Washington Bills Would Streamline, Reform State Water Management
Twenty-nine legislators supported bills in the House and Senate that would remove some authority from the Department of Ecology and set up a new water commission.
Last week legislators in Washington introduced bills that would create a water commission, which would assume the Department of Ecology's water resources management functions and terminate the department's Water Resources Program, according to a press release from the Columbia-Snake River Irrigators Association.
In particular, House Bill 1296 and Senate Bill 5210 would transfer the existing administrative and regulatory powers of the Department of Ecology Water Resources Program to a new Washington State Water Commission, which would consist of seven members with three each elected from west and east of the Cascades and one member appointed by the governor.
Since 2000, Ecology's Water Resources Program has grown by nearly 50 percent in size in employees or FTEs.
Given the state's current budget shortfall and sluggish economy, key political leaders in Washington have been calling for the state to streamline programs and reduce spending. For example, Gov. Christine Gregoire recently stated that "We must not only cut, we must restructure, modernize, prioritize, and position our state as a 21st century government. It's not just about this crisis ─ it's about setting our state on a trajectory that ensures a strong financial foundation for our kids and grandkids ... I know change is hard, but this crisis is our force for change ... Families, businesses and non-profits across this state have been forced to change to survive. We must do the same."
The bills would reduce staff from the current 150 FTEs in Ecology's Water Resources Program to fewer than 100 FTEs at the Water Commission, according to the Columbia-Snake River Irrigators Association. Additionally, it would reduce the number of Water Resources Program offices from five to two under the Water Commission.
"The governor has said she wants to transform state government, so here's a great opportunity to turn words into action," said Rep. Bill Hinkle (R-Cle Elum), who is the prime sponsor of HB 1296. "Not only could we reduce the size of state government, we could provide more accountability and certainty for decisions involving water."

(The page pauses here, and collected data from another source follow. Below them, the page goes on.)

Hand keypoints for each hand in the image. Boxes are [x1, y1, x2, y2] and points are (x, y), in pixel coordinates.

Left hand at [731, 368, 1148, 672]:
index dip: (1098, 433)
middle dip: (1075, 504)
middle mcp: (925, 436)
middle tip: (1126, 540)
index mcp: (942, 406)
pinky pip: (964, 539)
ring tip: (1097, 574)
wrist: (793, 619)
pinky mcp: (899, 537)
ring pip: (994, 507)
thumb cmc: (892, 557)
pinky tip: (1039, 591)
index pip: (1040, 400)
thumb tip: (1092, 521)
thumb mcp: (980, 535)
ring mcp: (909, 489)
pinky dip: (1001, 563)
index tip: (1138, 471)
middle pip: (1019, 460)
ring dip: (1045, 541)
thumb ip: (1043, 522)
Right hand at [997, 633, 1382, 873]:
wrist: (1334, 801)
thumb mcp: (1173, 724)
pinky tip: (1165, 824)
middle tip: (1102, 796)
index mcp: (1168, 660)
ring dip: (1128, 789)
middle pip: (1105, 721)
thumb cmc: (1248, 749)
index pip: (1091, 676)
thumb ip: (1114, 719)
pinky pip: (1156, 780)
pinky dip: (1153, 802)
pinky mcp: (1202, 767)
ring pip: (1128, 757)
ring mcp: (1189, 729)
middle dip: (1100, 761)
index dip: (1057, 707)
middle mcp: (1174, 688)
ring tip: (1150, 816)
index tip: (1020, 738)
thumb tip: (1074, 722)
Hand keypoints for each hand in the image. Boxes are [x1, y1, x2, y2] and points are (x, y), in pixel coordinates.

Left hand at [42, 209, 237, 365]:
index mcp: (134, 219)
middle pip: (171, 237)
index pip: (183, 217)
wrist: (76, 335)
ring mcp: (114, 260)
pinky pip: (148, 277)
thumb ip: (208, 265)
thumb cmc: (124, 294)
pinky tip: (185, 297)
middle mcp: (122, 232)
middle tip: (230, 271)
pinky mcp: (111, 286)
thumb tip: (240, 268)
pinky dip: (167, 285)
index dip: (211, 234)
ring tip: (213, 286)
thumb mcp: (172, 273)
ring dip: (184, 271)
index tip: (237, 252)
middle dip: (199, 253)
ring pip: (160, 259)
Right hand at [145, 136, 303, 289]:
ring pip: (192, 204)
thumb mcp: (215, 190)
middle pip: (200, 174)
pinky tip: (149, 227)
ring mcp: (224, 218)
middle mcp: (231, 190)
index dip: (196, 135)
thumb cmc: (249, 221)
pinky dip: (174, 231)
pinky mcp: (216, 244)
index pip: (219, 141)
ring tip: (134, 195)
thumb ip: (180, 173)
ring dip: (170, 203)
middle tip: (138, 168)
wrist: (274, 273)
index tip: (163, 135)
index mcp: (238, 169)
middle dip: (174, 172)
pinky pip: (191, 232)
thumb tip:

The Columbia-Snake River Irrigators Association promotes water conservation and water efficiency in the Pacific Northwest. Its membership includes row crop, vineyard, orchard and livestock operations and irrigates about 250,000 acres of prime agricultural lands in Washington state and primarily consists of operations along the Columbia-Snake River system, relying almost exclusively on private investment to build and operate highly efficient, state-of-the-art river pump stations and water distribution systems. Many municipalities and port districts are members.